WORK INSTRUCTION> Everything from the line holding "Left hand at" to the end of the data must be reproduced exactly; include both boundary lines and nothing else.

DATA FOR THIS EXERCISE>
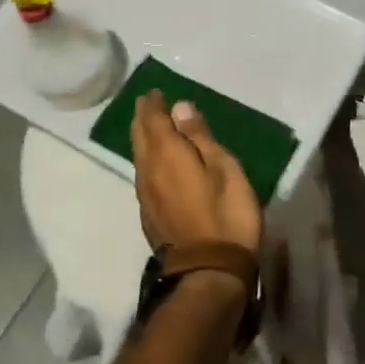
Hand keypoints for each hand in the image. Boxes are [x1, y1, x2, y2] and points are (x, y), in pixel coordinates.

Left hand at [130, 91, 262, 254]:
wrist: (209, 271)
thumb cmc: (226, 214)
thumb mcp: (223, 168)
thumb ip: (200, 137)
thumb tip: (179, 107)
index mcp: (167, 154)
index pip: (153, 120)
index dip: (153, 104)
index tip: (154, 92)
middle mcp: (148, 170)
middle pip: (139, 137)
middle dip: (142, 117)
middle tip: (148, 104)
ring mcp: (146, 195)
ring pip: (138, 156)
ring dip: (142, 138)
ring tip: (150, 127)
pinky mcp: (149, 214)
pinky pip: (143, 175)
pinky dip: (147, 159)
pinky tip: (156, 163)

REPLY TO THE TASK>
Left hand at [130, 91, 262, 254]:
wrist: (209, 271)
thumb cmc: (226, 214)
thumb mcp: (223, 168)
thumb ip: (200, 137)
thumb tip: (179, 107)
index mcp: (167, 154)
index pip: (153, 120)
index dip: (153, 104)
index tip: (154, 92)
middle mcp: (148, 170)
middle pip: (139, 137)
middle dip: (142, 117)
middle tip: (148, 104)
ring mcp: (146, 195)
ring pip: (138, 156)
ring dip: (142, 138)
ring tip: (150, 127)
pinky mcp: (149, 214)
pinky pip: (143, 175)
pinky dip: (147, 159)
pinky tip: (156, 163)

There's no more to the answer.